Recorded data
□ □ □ □

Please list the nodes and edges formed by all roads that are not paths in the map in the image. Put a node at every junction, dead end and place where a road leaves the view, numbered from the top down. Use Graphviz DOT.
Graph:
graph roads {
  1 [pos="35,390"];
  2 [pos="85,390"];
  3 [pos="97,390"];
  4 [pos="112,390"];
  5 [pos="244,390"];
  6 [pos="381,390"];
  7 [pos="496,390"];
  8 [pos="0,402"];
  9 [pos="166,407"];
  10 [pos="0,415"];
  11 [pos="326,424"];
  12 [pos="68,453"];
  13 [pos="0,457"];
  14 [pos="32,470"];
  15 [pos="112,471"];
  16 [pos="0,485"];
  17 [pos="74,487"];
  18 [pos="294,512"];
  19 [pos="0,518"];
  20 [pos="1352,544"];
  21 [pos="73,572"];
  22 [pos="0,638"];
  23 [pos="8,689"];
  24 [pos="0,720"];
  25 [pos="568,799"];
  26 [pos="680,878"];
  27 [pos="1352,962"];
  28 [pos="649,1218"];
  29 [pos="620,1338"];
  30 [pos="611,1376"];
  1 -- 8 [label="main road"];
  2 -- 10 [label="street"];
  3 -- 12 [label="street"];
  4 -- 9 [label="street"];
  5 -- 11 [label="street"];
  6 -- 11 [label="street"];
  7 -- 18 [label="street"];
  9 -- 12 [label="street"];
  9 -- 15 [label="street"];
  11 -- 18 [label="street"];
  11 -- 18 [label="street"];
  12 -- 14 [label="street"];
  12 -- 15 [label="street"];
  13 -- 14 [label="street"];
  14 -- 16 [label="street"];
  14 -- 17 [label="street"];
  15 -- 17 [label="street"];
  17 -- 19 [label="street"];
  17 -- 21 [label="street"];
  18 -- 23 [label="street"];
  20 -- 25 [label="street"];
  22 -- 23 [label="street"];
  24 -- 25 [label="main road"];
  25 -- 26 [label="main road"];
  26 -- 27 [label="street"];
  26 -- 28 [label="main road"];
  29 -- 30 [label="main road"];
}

□ □ □ □

Filter the lines above, keeping each one that contains the string "roads".

** TASK ANSWER **
Please list the nodes and edges formed by all roads that are not paths in the map in the image. Put a node at every junction, dead end and place where a road leaves the view, numbered from the top down. Use Graphviz DOT.
graph roads {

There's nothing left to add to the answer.